Monday, 21 January 2019

Tokoh Pendidikan Abad 19 Ovide Declory


Tokoh Pendidikan Abad 19 Ovide Declory
Karya: Rizki Siddiq Nugraha

ovide declory

Ovide Declory lahir pada 23 Juli 1871. Declory mengembangkan suatu bentuk model pembelajaran simbiotis sebagai bentuk ketidaksepemahaman dengan model pendidikan kuno yang memperlihatkan bidang secara terpisah (separate object) dan tidak berkaitan dengan kehidupan anak.
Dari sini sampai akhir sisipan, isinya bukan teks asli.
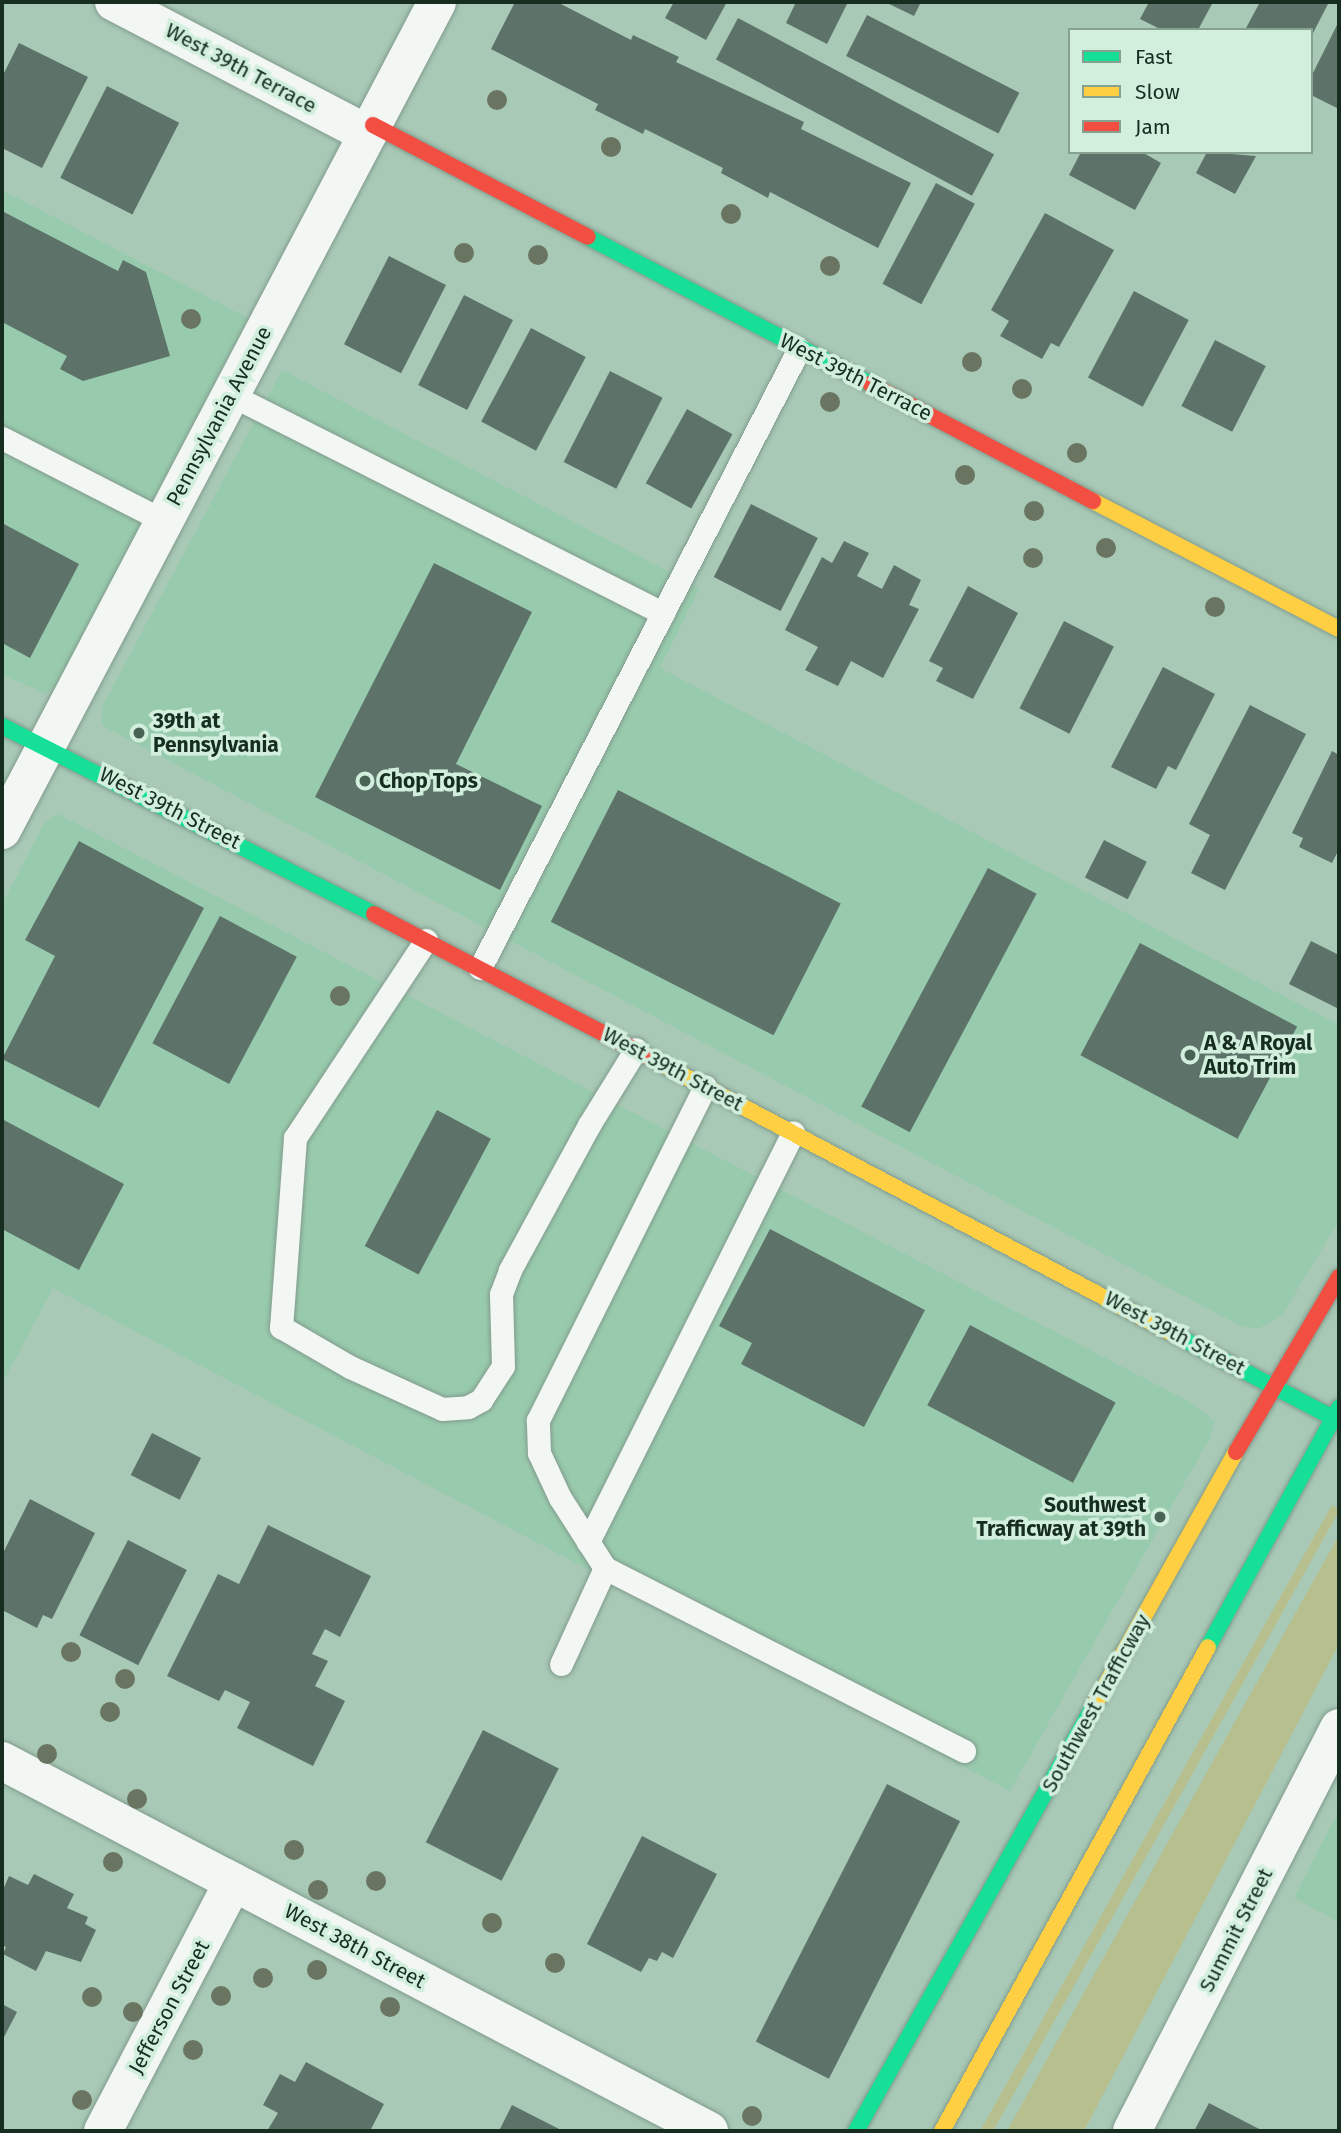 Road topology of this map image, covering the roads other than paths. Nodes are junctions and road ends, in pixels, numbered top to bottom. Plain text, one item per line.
1 (114, 2) edge
2 (438, 2) edge
3 (370, 130) junction
4 (799, 349) junction
5 (231, 395) junction
6 (2, 438) edge
7 (164, 521) junction
8 (663, 613) junction
9 (1339, 629) edge
10 (2, 726) edge
11 (46, 747) junction
12 (2, 830) edge
13 (426, 940) junction
14 (480, 968) junction
15 (636, 1049) junction
16 (705, 1086) junction
17 (793, 1132) junction
18 (1339, 1278) edge
19 (1274, 1385) junction
20 (1337, 1416) edge
21 (588, 1542) junction
22 (605, 1568) junction
23 (561, 1664) dead end
24 (1339, 1728) edge
25 (964, 1751) dead end
26 (2, 1761) edge
27 (233, 1882) junction
28 (103, 2131) edge
29 (709, 2131) edge
30 (856, 2131) edge
31 (942, 2131) edge
32 (1132, 2131) edge

1 - 3 street, West 39th Terrace
2 - 3 street, Pennsylvania Avenue
3 - 4 main road, West 39th Terrace
3 - 5 street, Pennsylvania Avenue
4 - 8 lane
4 - 9 main road, West 39th Terrace
5 - 7 street, Pennsylvania Avenue
5 - 8 lane
6 - 7 lane
7 - 11 street, Pennsylvania Avenue
8 - 14 lane
10 - 11 main road, West 39th Street
11 - 12 street, Pennsylvania Avenue
11 - 13 main road, West 39th Street
13 - 14 main road, West 39th Street
13 - 15 lane
14 - 15 main road, West 39th Street
15 - 16 main road, West 39th Street
16 - 17 main road, West 39th Street
16 - 21 lane
17 - 19 main road, West 39th Street
17 - 21 lane
18 - 19 main road, Southwest Trafficway
19 - 20 main road, West 39th Street
19 - 30 main road, Southwest Trafficway
20 - 31 main road
21 - 22 lane
22 - 23 lane
22 - 25 lane
24 - 32 street, Summit Street
26 - 27 street, West 38th Street
27 - 28 street, Jefferson Street
27 - 29 street, West 38th Street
Model dan konsep pendidikan menurut Declory (dalam Sujiono, 2009, hlm. 124) mencakup:
1. Sekolah harus dihubungkan dengan kehidupan alam sekitar.
2. Pendidikan dan pembelajaran didasarkan pada perkembangan anak.
3. Sekolah menjadi laboratorium bekerja bagi anak.
4. Bahan-bahan pendidikan atau pembelajaran bersifat fungsional praktis.
5. Perlunya pendidikan sosial dan kesusilaan.
6. Perlunya kerjasama antara rumah dan sekolah.
Pandangan Declory tentang pendidikan dan pembelajaran anak usia dini dipengaruhi oleh teori evolusi Darwin, yakni (1) setiap individu berkembang secara teratur dari tingkat terendah sampai tingkat tertinggi, dan (2) setiap individu harus dapat menyesuaikan diri dengan lingkungan alam sekitarnya. Berdasar kedua konsep tersebut, Declory meyakini bahwa tujuan utama pendidikan adalah membantu anak agar mampu menyesuaikan diri dengan lingkungan alam sekitarnya.
Pengajaran harus dimulai dari sesuatu yang menjadi perhatian atau pusat minat anak sesuai dengan kebutuhan dan insting anak, antar bahan pembelajaran dihubungkan oleh suatu kesatuan hidup yang nyata atau persekutuan hidup (simbiotis). Bahan pembelajaran anak usia dini dibagi menjadi empat yakni makanan, pakaian, pembelaan diri, serta bekerja dan berolah raga.
Prinsip lain yang dianut Declory adalah keterkaitan, di mana penyusunan bahwa pembelajaran yang diambil dari lingkungan sekitar anak dengan menunjukkan sebagai bahan pembelajaran yang memiliki kegunaan atau fungsi secara praktis dan langsung dalam kehidupan anak tersebut. Pembelajaran yang belangsung dalam alam sekitar akan memberikan keleluasaan anak untuk menunjukkan otoaktivitasnya, sehingga dapat belajar dan bekerja secara produktif.
Bahan pembelajaran yang diambil dari persekutuan hidup atau lingkungan sekitar ini memungkinkan anak aktif belajar mengerjakan seperti mengamati, menanam, beternak, memelihara, mengolah, dan memasarkan.
Langkah pembelajaran simbiotis yang diajukan oleh Decroly (dalam Sujiono, 2009, hlm. 125) terbagi menjadi sejumlah tahap berikut:
1. Observasi atau pengamatan
Pada langkah ini guru mengajak anak melakukan perjalanan sekolah pada obyek yang menjadi pusat perhatian yang telah ditentukan dari lingkungan sekitar anak. Kegiatan ini akan memberikan kesempatan kepada anak untuk aktif melihat, bertanya, serta berpikir dengan menggunakan seluruh inderanya.
2. Kegiatan asosiasi atau pengolahan
Setelah pengamatan, anak kembali ke ruang kelas dengan membawa berbagai hal berkaitan dengan obyek yang diamati. Hasil pengamatan diolah dengan jalan diasosiasikan dengan baik, maka harus disediakan buku asosiasi yang telah dirancang sebelumnya oleh guru. Langkah ini dilakukan oleh anak dalam kelas baik secara individu maupun kelompok.
3. Kegiatan ekspresi atau pengungkapan
Guru membimbing anak untuk mengungkapkan obyek-obyek yang telah diamati dan diolah. Pengungkapan ini dapat dilakukan dalam bentuk bahasa seperti bercerita, berdrama, menggambar, dan mewarnai. Ekspresi dengan menggunakan bahasa disebut Declory sebagai ekspresi abstrak, sedangkan yang menggunakan alat atau benda disebut ekspresi konkrit.

Referensi
Sujiono, Y. N. (2009). Konsep Dasar Pendidikan Anak Usia Dini. Jakarta: PT Indeks.